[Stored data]
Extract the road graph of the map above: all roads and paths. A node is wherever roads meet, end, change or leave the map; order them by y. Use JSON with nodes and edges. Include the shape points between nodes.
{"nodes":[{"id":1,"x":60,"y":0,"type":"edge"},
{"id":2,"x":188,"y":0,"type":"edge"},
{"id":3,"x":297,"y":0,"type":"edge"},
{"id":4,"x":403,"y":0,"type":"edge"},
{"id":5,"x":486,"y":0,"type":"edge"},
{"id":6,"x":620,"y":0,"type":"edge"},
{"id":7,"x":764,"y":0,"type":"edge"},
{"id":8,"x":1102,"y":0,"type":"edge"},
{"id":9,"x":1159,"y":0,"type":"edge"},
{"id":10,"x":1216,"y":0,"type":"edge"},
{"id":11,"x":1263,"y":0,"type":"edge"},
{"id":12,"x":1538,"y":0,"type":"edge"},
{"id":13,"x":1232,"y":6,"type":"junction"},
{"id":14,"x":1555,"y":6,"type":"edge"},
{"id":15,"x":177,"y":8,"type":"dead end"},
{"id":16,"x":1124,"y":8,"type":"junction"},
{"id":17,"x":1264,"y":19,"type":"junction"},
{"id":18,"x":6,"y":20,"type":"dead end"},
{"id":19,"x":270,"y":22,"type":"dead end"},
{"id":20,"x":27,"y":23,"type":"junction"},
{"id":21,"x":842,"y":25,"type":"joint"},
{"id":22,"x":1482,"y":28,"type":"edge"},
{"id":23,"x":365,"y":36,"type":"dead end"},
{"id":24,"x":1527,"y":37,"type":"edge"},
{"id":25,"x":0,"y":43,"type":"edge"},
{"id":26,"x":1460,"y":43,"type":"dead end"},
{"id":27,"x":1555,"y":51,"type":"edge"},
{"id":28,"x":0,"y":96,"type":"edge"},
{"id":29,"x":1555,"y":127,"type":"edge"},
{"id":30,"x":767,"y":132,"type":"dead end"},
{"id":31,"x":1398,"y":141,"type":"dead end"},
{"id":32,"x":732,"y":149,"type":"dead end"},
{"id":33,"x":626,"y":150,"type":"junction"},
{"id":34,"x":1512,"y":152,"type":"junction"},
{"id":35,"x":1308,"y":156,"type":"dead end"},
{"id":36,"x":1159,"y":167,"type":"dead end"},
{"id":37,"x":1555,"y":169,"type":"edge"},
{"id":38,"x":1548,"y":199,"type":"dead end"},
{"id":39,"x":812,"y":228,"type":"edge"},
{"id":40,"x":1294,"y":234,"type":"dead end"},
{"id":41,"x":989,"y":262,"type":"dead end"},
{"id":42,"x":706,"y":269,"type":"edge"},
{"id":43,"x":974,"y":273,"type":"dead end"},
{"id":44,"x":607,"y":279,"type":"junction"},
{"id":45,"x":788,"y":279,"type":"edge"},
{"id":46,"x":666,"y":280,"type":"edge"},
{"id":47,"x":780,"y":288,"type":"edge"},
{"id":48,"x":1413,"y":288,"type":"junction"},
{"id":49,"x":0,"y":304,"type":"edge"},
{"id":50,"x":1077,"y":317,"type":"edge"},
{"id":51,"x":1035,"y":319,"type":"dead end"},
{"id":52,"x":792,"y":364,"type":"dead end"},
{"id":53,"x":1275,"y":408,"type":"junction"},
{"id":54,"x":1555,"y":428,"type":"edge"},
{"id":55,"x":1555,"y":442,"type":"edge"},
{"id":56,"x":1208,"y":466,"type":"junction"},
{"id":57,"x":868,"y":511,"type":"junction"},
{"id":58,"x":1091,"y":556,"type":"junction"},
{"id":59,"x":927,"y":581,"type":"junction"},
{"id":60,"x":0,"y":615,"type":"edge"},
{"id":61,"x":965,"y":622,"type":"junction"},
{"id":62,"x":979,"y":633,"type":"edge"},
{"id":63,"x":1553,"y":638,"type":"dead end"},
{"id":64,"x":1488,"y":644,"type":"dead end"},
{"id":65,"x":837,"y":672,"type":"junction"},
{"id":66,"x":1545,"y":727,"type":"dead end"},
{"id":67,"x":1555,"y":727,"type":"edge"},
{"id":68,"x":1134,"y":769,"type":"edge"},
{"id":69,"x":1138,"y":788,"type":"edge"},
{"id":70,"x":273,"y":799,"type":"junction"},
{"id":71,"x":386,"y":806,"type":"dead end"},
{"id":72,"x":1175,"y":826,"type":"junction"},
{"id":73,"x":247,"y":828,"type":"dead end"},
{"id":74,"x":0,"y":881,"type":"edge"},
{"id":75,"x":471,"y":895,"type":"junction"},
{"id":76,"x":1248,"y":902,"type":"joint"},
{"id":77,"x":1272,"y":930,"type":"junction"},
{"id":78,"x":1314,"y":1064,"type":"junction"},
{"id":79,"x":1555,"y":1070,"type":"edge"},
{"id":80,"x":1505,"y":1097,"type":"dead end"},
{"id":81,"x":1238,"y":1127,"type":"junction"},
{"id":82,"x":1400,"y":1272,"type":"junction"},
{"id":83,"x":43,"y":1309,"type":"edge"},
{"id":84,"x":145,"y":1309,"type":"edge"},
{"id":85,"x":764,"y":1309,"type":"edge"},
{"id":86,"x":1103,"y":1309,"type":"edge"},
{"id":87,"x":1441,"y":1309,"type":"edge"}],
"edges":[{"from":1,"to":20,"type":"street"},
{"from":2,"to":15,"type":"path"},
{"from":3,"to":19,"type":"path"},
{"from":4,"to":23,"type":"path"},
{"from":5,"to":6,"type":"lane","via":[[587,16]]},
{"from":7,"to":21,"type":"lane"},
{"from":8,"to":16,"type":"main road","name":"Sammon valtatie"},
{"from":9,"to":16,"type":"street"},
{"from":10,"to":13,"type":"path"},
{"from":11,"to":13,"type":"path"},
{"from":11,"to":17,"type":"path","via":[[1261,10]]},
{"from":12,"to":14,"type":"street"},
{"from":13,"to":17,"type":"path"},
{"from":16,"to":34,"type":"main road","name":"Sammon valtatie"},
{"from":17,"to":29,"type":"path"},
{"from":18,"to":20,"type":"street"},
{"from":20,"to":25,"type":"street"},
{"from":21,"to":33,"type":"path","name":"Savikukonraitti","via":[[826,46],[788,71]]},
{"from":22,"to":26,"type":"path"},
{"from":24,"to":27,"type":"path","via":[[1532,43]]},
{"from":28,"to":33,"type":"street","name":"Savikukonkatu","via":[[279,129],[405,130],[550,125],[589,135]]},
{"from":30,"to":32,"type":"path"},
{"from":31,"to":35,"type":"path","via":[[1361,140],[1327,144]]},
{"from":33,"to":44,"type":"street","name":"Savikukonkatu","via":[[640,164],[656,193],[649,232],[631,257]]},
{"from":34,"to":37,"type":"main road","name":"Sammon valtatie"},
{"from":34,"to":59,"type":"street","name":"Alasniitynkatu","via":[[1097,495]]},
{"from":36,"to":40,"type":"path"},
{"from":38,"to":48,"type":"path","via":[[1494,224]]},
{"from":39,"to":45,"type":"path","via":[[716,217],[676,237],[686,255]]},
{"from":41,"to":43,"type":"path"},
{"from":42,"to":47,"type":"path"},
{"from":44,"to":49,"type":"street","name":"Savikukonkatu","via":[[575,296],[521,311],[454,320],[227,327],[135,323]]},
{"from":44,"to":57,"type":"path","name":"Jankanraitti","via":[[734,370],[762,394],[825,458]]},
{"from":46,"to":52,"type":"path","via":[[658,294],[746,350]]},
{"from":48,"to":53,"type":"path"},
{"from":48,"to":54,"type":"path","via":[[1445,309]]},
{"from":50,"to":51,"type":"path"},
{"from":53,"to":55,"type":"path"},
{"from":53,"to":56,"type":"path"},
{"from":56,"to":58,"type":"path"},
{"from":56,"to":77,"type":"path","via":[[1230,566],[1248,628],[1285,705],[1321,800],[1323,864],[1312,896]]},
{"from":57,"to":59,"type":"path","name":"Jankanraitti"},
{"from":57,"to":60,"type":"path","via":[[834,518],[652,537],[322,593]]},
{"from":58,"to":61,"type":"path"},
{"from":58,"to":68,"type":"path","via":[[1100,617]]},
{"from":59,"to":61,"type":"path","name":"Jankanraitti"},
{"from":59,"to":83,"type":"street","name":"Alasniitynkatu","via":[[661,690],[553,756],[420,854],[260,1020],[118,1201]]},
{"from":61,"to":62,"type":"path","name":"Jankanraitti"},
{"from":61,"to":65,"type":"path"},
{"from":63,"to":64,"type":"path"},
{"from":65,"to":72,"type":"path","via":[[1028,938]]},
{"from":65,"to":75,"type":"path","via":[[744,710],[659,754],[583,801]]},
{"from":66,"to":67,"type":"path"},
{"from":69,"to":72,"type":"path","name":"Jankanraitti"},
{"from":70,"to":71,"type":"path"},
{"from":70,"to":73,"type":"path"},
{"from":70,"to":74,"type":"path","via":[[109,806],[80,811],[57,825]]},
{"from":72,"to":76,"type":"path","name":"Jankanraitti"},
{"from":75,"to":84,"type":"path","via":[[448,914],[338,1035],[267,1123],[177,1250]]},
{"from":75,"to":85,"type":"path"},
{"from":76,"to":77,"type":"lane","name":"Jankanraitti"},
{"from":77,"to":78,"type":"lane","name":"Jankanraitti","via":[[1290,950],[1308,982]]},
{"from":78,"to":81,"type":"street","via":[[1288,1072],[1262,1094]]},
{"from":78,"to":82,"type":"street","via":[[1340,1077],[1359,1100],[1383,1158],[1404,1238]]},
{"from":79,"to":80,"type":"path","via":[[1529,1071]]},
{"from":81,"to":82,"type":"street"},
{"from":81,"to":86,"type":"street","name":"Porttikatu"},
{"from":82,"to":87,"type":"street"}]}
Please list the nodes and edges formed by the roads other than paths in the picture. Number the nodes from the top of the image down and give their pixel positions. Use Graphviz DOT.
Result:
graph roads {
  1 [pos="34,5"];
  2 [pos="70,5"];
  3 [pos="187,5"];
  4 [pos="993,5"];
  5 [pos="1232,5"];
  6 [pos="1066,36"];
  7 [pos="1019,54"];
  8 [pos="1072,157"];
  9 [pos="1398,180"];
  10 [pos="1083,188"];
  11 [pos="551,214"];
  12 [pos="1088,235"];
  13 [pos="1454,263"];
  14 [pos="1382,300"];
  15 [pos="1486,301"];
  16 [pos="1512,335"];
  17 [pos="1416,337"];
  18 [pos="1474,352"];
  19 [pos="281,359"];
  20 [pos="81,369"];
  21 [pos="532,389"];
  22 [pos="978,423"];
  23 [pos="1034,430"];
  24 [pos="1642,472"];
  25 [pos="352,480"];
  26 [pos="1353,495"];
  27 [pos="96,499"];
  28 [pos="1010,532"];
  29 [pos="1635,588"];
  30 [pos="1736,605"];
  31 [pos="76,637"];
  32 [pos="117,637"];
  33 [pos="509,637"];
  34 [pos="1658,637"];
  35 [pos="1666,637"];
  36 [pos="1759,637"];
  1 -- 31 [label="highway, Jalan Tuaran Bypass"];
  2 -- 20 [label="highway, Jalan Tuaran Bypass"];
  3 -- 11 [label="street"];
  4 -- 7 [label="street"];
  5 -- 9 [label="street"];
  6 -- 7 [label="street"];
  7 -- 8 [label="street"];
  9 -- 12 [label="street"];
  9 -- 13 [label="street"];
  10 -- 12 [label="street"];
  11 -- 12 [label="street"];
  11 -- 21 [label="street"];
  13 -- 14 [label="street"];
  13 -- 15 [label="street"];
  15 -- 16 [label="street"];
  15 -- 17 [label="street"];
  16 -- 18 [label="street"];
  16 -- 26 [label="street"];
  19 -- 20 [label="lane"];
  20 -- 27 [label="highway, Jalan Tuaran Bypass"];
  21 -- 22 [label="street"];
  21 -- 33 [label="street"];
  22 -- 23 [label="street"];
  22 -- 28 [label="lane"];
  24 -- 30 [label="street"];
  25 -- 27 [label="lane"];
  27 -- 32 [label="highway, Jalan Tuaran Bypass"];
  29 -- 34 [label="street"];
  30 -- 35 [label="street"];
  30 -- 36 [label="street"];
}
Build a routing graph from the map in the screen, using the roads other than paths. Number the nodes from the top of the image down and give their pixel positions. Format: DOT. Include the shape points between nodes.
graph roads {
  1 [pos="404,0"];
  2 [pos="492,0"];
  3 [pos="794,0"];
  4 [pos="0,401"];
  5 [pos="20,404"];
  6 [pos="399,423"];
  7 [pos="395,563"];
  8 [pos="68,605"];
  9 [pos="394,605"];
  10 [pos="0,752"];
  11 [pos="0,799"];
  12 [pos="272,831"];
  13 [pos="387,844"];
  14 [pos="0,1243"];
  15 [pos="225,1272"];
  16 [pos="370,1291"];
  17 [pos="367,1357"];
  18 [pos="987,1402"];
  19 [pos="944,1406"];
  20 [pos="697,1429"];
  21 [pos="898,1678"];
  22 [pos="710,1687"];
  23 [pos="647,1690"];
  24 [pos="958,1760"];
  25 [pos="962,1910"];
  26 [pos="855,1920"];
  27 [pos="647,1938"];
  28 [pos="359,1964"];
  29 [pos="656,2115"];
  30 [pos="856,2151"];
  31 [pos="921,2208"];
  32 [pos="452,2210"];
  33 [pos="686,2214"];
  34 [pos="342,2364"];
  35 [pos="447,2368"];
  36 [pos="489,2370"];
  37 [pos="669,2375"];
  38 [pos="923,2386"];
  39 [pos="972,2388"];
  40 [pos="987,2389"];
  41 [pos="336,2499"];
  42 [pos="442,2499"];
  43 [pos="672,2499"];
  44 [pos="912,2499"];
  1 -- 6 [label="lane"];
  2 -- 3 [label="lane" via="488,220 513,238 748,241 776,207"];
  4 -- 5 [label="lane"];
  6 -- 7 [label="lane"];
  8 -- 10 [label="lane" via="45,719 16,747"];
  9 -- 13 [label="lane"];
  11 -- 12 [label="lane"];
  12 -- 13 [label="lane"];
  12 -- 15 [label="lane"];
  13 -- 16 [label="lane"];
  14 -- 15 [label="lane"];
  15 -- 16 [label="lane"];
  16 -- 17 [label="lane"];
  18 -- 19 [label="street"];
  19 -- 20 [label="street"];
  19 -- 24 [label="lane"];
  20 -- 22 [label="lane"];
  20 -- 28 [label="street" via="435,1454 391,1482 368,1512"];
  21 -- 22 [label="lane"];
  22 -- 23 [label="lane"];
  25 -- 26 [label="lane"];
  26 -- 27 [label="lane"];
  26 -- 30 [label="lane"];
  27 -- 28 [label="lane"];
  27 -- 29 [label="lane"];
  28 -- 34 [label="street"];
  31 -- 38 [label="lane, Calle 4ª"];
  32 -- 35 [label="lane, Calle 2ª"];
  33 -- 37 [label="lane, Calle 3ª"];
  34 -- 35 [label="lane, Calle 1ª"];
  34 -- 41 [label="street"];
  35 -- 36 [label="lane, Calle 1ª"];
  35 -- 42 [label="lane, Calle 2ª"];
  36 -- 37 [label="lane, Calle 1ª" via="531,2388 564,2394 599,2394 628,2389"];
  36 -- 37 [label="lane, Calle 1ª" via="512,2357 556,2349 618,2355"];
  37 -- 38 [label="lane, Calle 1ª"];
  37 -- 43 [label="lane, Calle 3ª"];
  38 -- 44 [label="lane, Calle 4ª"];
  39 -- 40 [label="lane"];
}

### ACTION ITEM
Show every line above in which the word "Alasniitynkatu" is found.

### ANSWER BOX
{"from":34,"to":59,"type":"street","name":"Alasniitynkatu","via":[[1097,495]]},
{"from":59,"to":83,"type":"street","name":"Alasniitynkatu","via":[[661,690],[553,756],[420,854],[260,1020],[118,1201]]},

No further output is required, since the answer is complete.